Sweet Potato Smoky Stacks
In case it hasn’t occurred to anybody yet, the holiday season is descending upon us. Like, fast. Black Friday is only three weeks away.
(I, of course, will still be in my jammies well past noon that day, nursing a Thanksgiving carb hangover. I’ve only dared to do the 6:00am Target stalk once. I was sooo over-matched and ended up being the only person in the entire store who left with less than what she came in with (my scarf wandered off. Or was used on me as some sort of choke-hold/blackout weapon when I got too close to the marked-down Christmas lights. I never figured out which, but I’m fairly certain lost time was involved.)
So, it’s not too early to begin thinking about holiday parties and all the heart-warming joy and camaraderie they bring.
I’m talking about the food, of course.
Kidding! Of course I mean your people. That’s the best part of the holidays, catching up with the peeps you moved clear across the country to avoid seeing 364 out of 365 days of the year.
Like the adult blood relatives who greet you with kisses on the mouth. Eeew. I’m still traumatized by the vision of crooked-lipsticked lips coming right at me. It wasn’t until I was 13 or 14 that I developed the nerve to perfect the bob-weave-twist-cheek-plant maneuver.
So, it really IS about the food.
When I think holiday party food [... trying to recover from grossing myself out with the lips memory ...], I think appetizers. I simply adore appetizers. And these potato stacks will make the cut this year.
Cute as all get out — perfect finger food — the smoky sweetness of the pimenton (smoked paprika) plays off very nicely against the subtle sweetness of the browned-sage-butter-marinated sweet potatoes.
And if you have a mandoline, prep is really fast. I hope you’ll try these — when I made them, the goal was to serve them with dinner. They didn’t make it that long. Slightly crispy edges, tender centers.

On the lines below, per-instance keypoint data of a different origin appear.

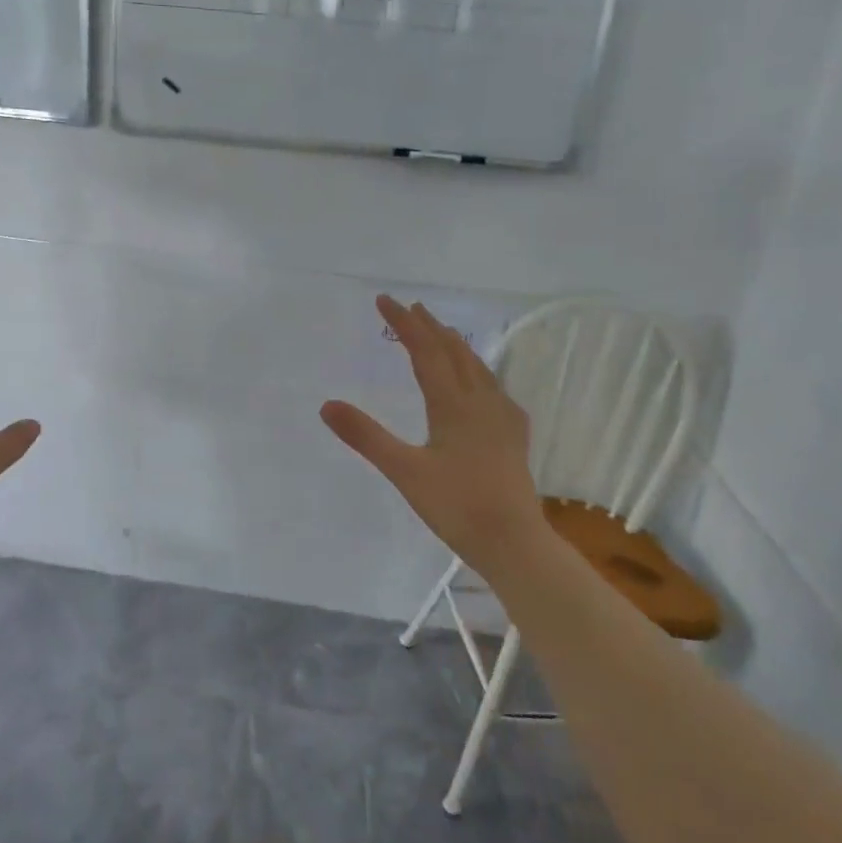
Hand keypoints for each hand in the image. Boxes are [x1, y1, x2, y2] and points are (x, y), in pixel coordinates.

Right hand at [321, 296, 543, 575]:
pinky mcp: (514, 435)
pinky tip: (480, 384)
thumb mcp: (403, 471)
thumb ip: (366, 436)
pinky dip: (476, 371)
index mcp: (453, 404)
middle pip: (455, 352)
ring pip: (477, 368)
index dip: (404, 324)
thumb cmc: (455, 506)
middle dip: (430, 327)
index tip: (384, 300)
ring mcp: (503, 417)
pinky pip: (493, 388)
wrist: (513, 541)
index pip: (425, 351)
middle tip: (411, 308)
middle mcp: (481, 401)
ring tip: (442, 334)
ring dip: (455, 346)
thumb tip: (327, 405)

It turns out, they make a really nice afternoon snack, too.
Sweet Potato Smoky Stacks
inspired by Gourmand Recipes
Prep Time: 15 minutes
Bake time: 40 minutes
Yield: 10 sweet potato stacks
1-2 sweet potatoes, well scrubbed
2 tablespoons butter
5 sage leaves, minced (or 1/2 teaspoon dried sage)
1/4 teaspoon smoked paprika (pimenton)
salt for sprinkling
creme fraiche, sour cream, or greek yogurt, and minced chives for garnish
Preheat oven to 350°F
Cleanly slice off the end of one potato, and then cut into very thin slices* using a mandoline, or a sharp knife and a steady hand. You’ll be making 10 stacks. Each stack will need 10 slices, for a total of 100 (it sounds much more tedious than it is, especially with a mandoline). Use a second potato, if need be.

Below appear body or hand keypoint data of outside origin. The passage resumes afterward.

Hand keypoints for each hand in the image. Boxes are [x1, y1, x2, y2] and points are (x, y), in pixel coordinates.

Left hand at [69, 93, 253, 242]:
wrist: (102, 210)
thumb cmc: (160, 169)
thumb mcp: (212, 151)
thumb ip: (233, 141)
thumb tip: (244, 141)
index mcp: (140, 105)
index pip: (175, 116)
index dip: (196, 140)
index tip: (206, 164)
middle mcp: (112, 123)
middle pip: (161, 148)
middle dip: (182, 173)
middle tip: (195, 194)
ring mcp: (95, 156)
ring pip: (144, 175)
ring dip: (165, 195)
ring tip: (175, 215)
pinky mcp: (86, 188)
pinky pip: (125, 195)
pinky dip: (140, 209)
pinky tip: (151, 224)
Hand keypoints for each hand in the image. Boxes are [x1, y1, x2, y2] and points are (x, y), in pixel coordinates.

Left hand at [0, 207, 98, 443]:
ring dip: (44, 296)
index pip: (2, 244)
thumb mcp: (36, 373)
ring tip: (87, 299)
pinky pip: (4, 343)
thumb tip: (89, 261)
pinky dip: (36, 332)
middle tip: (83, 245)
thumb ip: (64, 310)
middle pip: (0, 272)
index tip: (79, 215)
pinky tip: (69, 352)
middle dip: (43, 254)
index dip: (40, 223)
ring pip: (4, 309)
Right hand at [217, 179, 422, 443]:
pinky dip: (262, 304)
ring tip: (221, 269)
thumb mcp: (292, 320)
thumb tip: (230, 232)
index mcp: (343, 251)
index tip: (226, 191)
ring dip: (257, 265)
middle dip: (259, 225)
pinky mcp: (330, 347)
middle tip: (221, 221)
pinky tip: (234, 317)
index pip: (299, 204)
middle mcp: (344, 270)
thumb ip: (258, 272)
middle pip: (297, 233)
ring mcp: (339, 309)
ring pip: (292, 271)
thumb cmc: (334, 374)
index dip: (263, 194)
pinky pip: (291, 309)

Heat butter in a skillet over medium heat. Allow to simmer and turn brown and fragrant. When the foaming has subsided and the butter gives off a nutty aroma, add the sage and turn off the heat. Allow the sage to infuse the butter for several minutes, stirring frequently.
On a parchment-lined baking sheet, begin building the potato stacks. Place one slice from a group of 10 on the parchment and brush lightly with the browned butter. Lay another slice and brush with butter. Continue until the first stack of 10 slices has been created. The edges do not have to line up in a perfect cylinder (in fact, they shouldn’t, for a nice rustic-looking stack. Any edges that stick out will curl up attractively.). Repeat for the other 9 stacks, leaving 3 inches between each stack.
Using your fingers, sprinkle the smoked paprika over the top layers of the stacks. (Your fingers may get orange-y, but that’s okay – cooking is a full contact sport, people). Then top with a small pinch of your favorite salt (gray sea salt is nice).
Place in oven on a rack in the lower 2/3rds of the oven and bake for 30-35 minutes, or until the edges are browning and curling. Don’t worry if the stacks slip-slide around. Simply realign the stacks after you remove them from the oven. They’ll stay put when cool.
Allow potatoes to cool for 10 minutes. Top each stack with a dab of creme fraiche, sour cream or yogurt and a sprinkling of chives.
Potato stacks can be served warm or at room temperature, which makes them perfect for holiday entertaining (and they’re easy for guests to handle without a fork).